Not much happened in 2015:
Greece defaults, Plummeting oil prices, China’s softening economy, Iran trade deal, Manufacturing entered contraction, VW emissions scandal, Fed Rate Hike, Eurozone easing.
There were far more important things that occurred in 2015; such as terrorist attacks, Syrian refugees, mass shootings, ISIS’ expansion of control, and civil un-rest just to name a few. The prior items are the ones that shaped much of the market activity for 2015.
2015 in Review
Greek inability to marry austerity and economic recovery, while not surprising, still caused sluggish market performance during the first half of 2015. Then in mid-August the markets gave way to the global slowdown that was gripping China. Followed by the Iran trade deal spelled 500K barrels per day increase
to the existing glut of oil on the market. Further stressing the already distressed oil markets. For the first time since 2011 the US manufacturing index fell into contractionary territory. The VW emissions scandal, while seemingly a simple issue, meant far more to the German economy than you would think. In a nation where 1 in 7 workers are involved with the auto industry, consumer confidence was shaken mightily! This exacerbated an already weak Eurozone. The much anticipated Federal Reserve Board (FRB) rate hike finally occurred in the last meeting of 2015. To the contrary the European Central Bank has continued to ease policy.

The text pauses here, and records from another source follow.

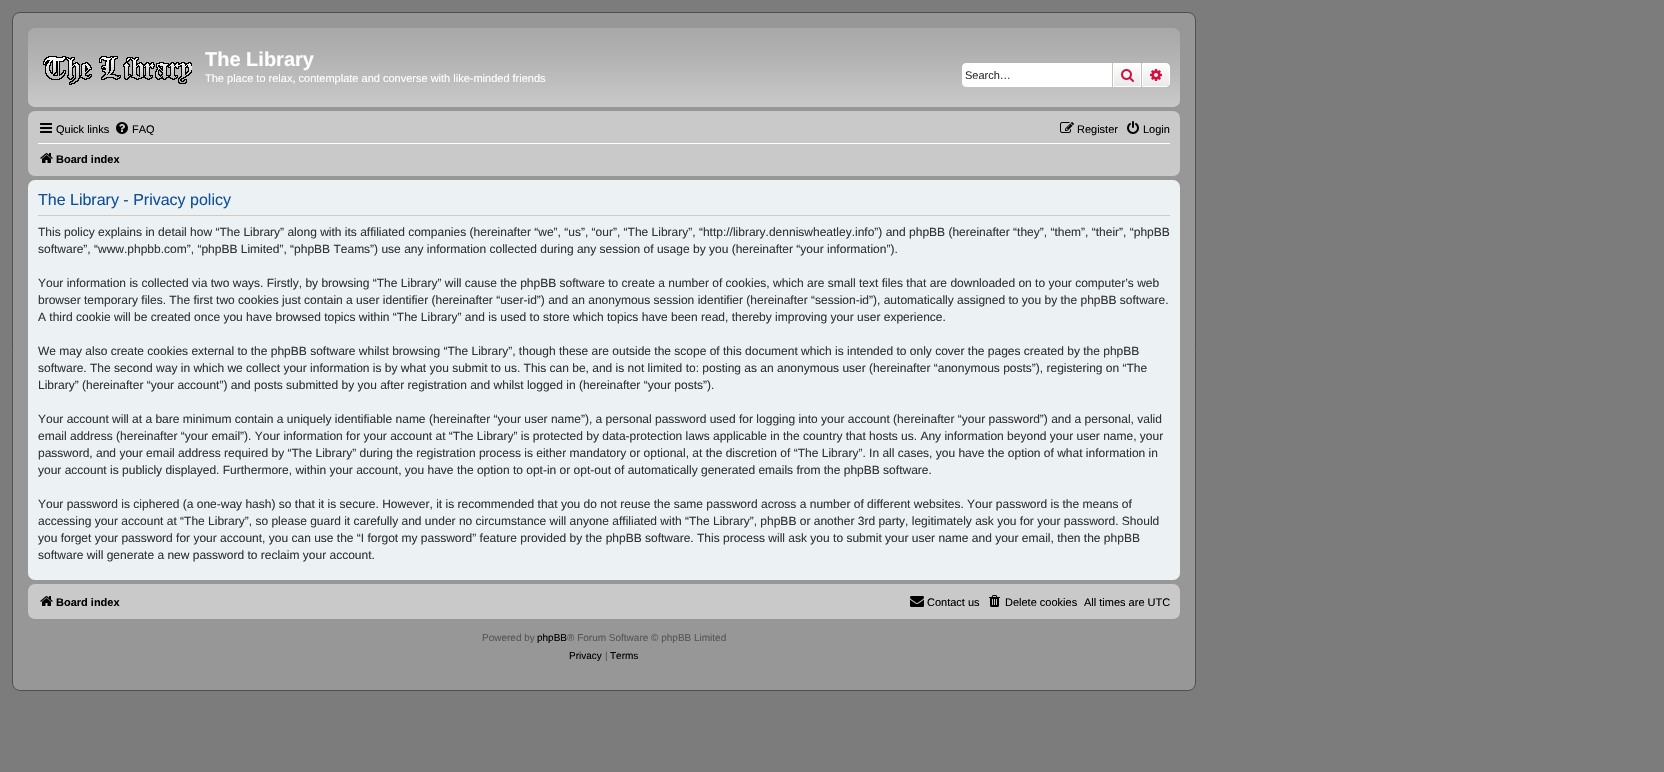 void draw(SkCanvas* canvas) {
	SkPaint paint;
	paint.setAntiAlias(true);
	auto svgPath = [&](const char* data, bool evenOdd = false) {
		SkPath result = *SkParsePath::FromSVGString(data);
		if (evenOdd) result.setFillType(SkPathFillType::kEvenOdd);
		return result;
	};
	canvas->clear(0xff7c7c7c);
	paint.setColor(0xff979797);
	canvas->drawRoundRect(SkRect::MakeXYWH(12.5, 12.5, 1183, 678), 7.5, 7.5, paint);
	paint.setStroke(true);
	paint.setStrokeWidth(1);
	paint.setColor(0xff505050);
	canvas->drawRoundRect(SkRect::MakeXYWH(12.5, 12.5, 1183, 678), 7.5, 7.5, paint);
	paint.setStroke(false);
	paint.setColor(0xffa9a9a9);
	canvas->drawRoundRect(SkRect::MakeXYWH(28, 28, 1152, 79), 7, 7, paint);
	canvas->drawImageRect(SkImages::DeferredFromEncodedData(SkData::MakeFromFileName("img1.png")), SkRect::MakeXYWH(28, 32, 1152, 75), SkSamplingOptions());
	canvas->drawImageRect(SkImages::DeferredFromEncodedData(SkData::MakeFromFileName("img2.png")), SkRect::MakeXYWH(43, 56, 149, 29), SkSamplingOptions());
	SkFont f1(fontMgr->matchFamilyStyle("Liberation Sans", SkFontStyle::Bold()), 20);
	f1.setSubpixel(true);
	paint.setColor(0xffffffff);
	canvas->drawString("The Library", 205, 66, f1, paint);
	SkFont f2(fontMgr->matchFamilyStyle("Liberation Sans", SkFontStyle::Normal()), 11);
	f2.setSubpixel(true);
	canvas->drawString("The place to relax, contemplate and converse with like-minded friends", 205, 82, f2, paint);
	canvas->drawPath(svgPath("M966 63H1112V87H966C964 87 962 85 962 83V67C962 65 964 63 966 63Z"), paint);
	paint.setColor(0xff333333);
	canvas->drawString("Search…", 965, 79, f2, paint);
	{
		const SkColor colors[] = {0xffffffff, 0xffe9e9e9};
		const float stops[] = {0, 1};
		const SkPoint ends[] = {{1127, 63}, {1127, 87}};
		paint.setShader(SkGradientShader::MakeLinear(ends, colors, stops, 2, SkTileMode::kClamp));
		paint.setAlpha(255);
	}
	canvas->drawRect(SkRect::MakeXYWH(1114, 64, 26, 22), paint);
	paint.setStroke(true);
	paint.setShader(nullptr);
	paint.setColor(0xffffffff);
	canvas->drawRect(SkRect::MakeXYWH(1113.5, 63.5, 27, 23), paint);
	paint.setStroke(false);
	paint.setColor(0xffc7c3bf);
	canvas->drawRect(SkRect::MakeXYWH(1141, 63, 1, 24), paint);
	canvas->drawRect(SkRect::MakeXYWH(1112, 63, 1, 24), paint);
	canvas->drawImageRect(SkImages::DeferredFromEncodedData(SkData::MakeFromFileName("img3.png")), SkRect::MakeXYWH(1121, 69, 13, 13), SkSamplingOptions());
	{
		const SkColor colors[] = {0xffffffff, 0xffe9e9e9};
		const float stops[] = {0, 1};
		const SkPoint ends[] = {{1156, 63}, {1156, 87}};
		paint.setShader(SkGradientShader::MakeLinear(ends, colors, stops, 2, SkTileMode::kClamp));
		paint.setAlpha(255);
	}
	canvas->drawPath(svgPath("M1142.5 63.5H1166C1168 63.5 1169.5 65 1169.5 67V83C1169.5 85 1168 86.5 1166 86.5H1142.5Z"), paint);
	paint.setStroke(true);
	paint.setShader(nullptr);
	paint.setColor(0xffffffff);
	canvas->drawPath(svgPath("M1142.5 63.5H1166C1168 63.5 1169.5 65 1169.5 67V83C1169.5 85 1168 86.5 1166 86.5H1142.5Z"), paint);
	canvas->drawImageRect(SkImages::DeferredFromEncodedData(SkData::MakeFromFileName("img4.png")), SkRect::MakeXYWH(1150, 69, 12, 12), SkSamplingOptions());
	paint.setStroke(false);
	paint.setColor(0xffc9c9c9);
	canvas->drawRoundRect(SkRect::MakeXYWH(28, 111, 1152, 65), 7, 7, paint);
	canvas->drawImageRect(SkImages::DeferredFromEncodedData(SkData::MakeFromFileName("img5.png")), SkRect::MakeXYWH(40, 123, 12, 10), SkSamplingOptions());
	paint.setColor(0xff000000);
	canvas->drawString("Quick links", 56, 133, f2, paint);
	canvas->drawImageRect(SkImages::DeferredFromEncodedData(SkData::MakeFromFileName("img6.png")), SkRect::MakeXYWH(116, 122, 12, 12), SkSamplingOptions());
	canvas->drawString("FAQ", 132, 133, f2, paint);
	canvas->drawImageRect(SkImages::DeferredFromEncodedData(SkData::MakeFromFileName("img7.png")), SkRect::MakeXYWH(1060, 122, 14, 11), SkSamplingOptions());
	canvas->drawString("Register", 1077, 133, f2, paint);
	canvas->drawImageRect(SkImages::DeferredFromEncodedData(SkData::MakeFromFileName("img8.png")), SkRect::MakeXYWH(1127, 121, 12, 13), SkSamplingOptions());
	canvas->drawString("Login", 1143, 133, f2, paint);
	paint.setColor(0xffffffff);
	canvas->drawRect(SkRect::MakeXYWH(38, 143, 1132, 1), paint);
	canvas->drawImageRect(SkImages::DeferredFromEncodedData(SkData::MakeFromFileName("img9.png")), SkRect::MakeXYWH(40, 153, 13, 10), SkSamplingOptions());
	SkFont f3(fontMgr->matchFamilyStyle("Liberation Sans", SkFontStyle::Bold()), 11);
	f3.setSubpixel(true);
	paint.setColor(0xff000000);
	canvas->drawString("Board index", 56, 163, f3, paint);
	paint.setColor(0xffecf1f3);
	canvas->drawRoundRect(SkRect::MakeXYWH(28, 180, 1152, 400), 7, 7, paint);
	paint.setColor(0xffcccccc);
	canvas->drawRect(SkRect::MakeXYWH(38, 215, 1132, 1), paint);
	SkFont f4(fontMgr->matchFamilyStyle("Liberation Sans", SkFontStyle::Normal()), 16);
	f4.setSubpixel(true);
	paint.setColor(0xff115098);
	canvas->drawString("The Library - Privacy policy", 38, 205, f4, paint);
	SkFont f5(fontMgr->matchFamilyStyle("Liberation Sans", SkFontStyle::Normal()), 12);
	f5.setSubpixel(true);
	paint.setColor(0xff333333);
	canvas->drawString("This policy explains in detail how “The Library” along with its affiliated companies (hereinafter “we”, “us”, “our”, “The Library”, “http://library.denniswheatley.info”) and phpBB (hereinafter “they”, “them”, “their”, “phpBB", 38, 236, f5, paint);
	canvas->drawString("software”, “www.phpbb.com”, “phpBB Limited”, “phpBB Teams”) use any information collected during any session of usage by you (hereinafter “your information”).", 38, 253, f5, paint);
	canvas->drawString("Your information is collected via two ways. Firstly, by browsing “The Library” will cause the phpBB software to create a number of cookies, which are small text files that are downloaded on to your computer’s web", 38, 287, f5, paint);
	canvas->drawString("browser temporary files. The first two cookies just contain a user identifier (hereinafter “user-id”) and an anonymous session identifier (hereinafter “session-id”), automatically assigned to you by the phpBB software.", 38, 304, f5, paint);
	canvas->drawString("A third cookie will be created once you have browsed topics within “The Library” and is used to store which topics have been read, thereby improving your user experience.", 38, 321, f5, paint);
	canvas->drawString("We may also create cookies external to the phpBB software whilst browsing “The Library”, though these are outside the scope of this document which is intended to only cover the pages created by the phpBB", 38, 355, f5, paint);
	canvas->drawString("software. The second way in which we collect your information is by what you submit to us. This can be, and is not limited to: posting as an anonymous user (hereinafter “anonymous posts”), registering on “The", 38, 372, f5, paint);
	canvas->drawString("Library” (hereinafter “your account”) and posts submitted by you after registration and whilst logged in (hereinafter “your posts”).", 38, 389, f5, paint);
	canvas->drawString("Your account will at a bare minimum contain a uniquely identifiable name (hereinafter “your user name”), a personal password used for logging into your account (hereinafter “your password”) and a personal, valid", 38, 423, f5, paint);
	canvas->drawString("email address (hereinafter “your email”). Your information for your account at “The Library” is protected by data-protection laws applicable in the country that hosts us. Any information beyond your user name, your", 38, 440, f5, paint);
	canvas->drawString("password, and your email address required by “The Library” during the registration process is either mandatory or optional, at the discretion of “The Library”. In all cases, you have the option of what information in", 38, 457, f5, paint);
	canvas->drawString("your account is publicly displayed. Furthermore, within your account, you have the option to opt-in or opt-out of automatically generated emails from the phpBB software.", 38, 474, f5, paint);
	canvas->drawString("Your password is ciphered (a one-way hash) so that it is secure. However, it is recommended that you do not reuse the same password across a number of different websites. Your password is the means of", 38, 508, f5, paint);
	canvas->drawString("accessing your account at “The Library”, so please guard it carefully and under no circumstance will anyone affiliated with “The Library”, phpBB or another 3rd party, legitimately ask you for your password. Should", 38, 525, f5, paint);
	canvas->drawString("you forget your password for your account, you can use the “I forgot my password” feature provided by the phpBB software. This process will ask you to submit your user name and your email, then the phpBB", 38, 542, f5, paint);
	canvas->drawString("software will generate a new password to reclaim your account.", 38, 559, f5, paint);
	paint.setColor(0xffc9c9c9);
	canvas->drawRoundRect(SkRect::MakeXYWH(28, 584, 1152, 35), 7, 7, paint);
	canvas->drawImageRect(SkImages::DeferredFromEncodedData(SkData::MakeFromFileName("img9.png")), SkRect::MakeXYWH(40, 596, 13, 10), SkSamplingOptions());
	paint.setColor(0xff000000);
	canvas->drawString("Board index", 56, 606, f3, paint);
	canvas->drawImageRect(SkImages::DeferredFromEncodedData(SkData::MakeFromFileName("img10.png")), SkRect::MakeXYWH(910, 596, 14, 11), SkSamplingOptions());
	canvas->drawString("Contact us", 927, 606, f2, paint);
	canvas->drawImageRect(SkImages::DeferredFromEncodedData(SkData::MakeFromFileName("img11.png")), SkRect::MakeXYWH(989, 595, 11, 12), SkSamplingOptions());
	canvas->drawString("Delete cookies", 1005, 606, f2, paint);
	canvas->drawString("All times are UTC", 1084, 606, f2, paint);
	SkFont f6(fontMgr->matchFamilyStyle("Liberation Sans", SkFontStyle::Normal()), 10);
	f6.setSubpixel(true);
	paint.setColor(0xff555555);
	canvas->drawString("Powered by", 482, 641, f6, paint);
	paint.setColor(0xff000000);
	canvas->drawString("phpBB", 537, 641, f6, paint);
	paint.setColor(0xff555555);
	canvas->drawString("® Forum Software © phpBB Limited", 567, 641, f6, paint);
	paint.setColor(0xff000000);
	canvas->drawString("Privacy", 569, 659, f6, paint);
	paint.setColor(0xff555555);
	canvas->drawString("|", 605, 659, f6, paint);
	paint.setColor(0xff000000);
	canvas->drawString("Terms", 610, 659, f6, paint);
}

2015 YTD Returns through 12/24/2015:
S&P 500: 2.20%
Russell 2000: -2.89%
MSCI EAFE: 0.13%
MSCI EM: -13.72%
Week in Review
Last week saw light trading and the traditional Christmas bump. The major news from last week was the surge in oil prices, with US crude futures increasing 9.7% for the week. Much of the increase came as the US lifted a 40-year embargo on oil exports, as Brent crude futures only increased a little over 2%. Revised GDP data came in at 2.0% for Q3. Which was a reduction from the previously reported 2.1%, however above the expectation of 1.9%.
While 2015 lacked much of the punch many expected it to, it’s weak earnings and falling oil prices should lead to strong earnings for 2016. In addition, as year over year inflation numbers improve through the first half of 2016, expectations should heighten for a true FRB tightening cycle to begin. As improving employment continues inflation should move from the services sector to the commodities sector as well. In all, the 2016 outlook is bright coming off the weak 2015 performance. Headwinds will always exist, i.e. the supply glut with oil and geo-political concerns in the middle east.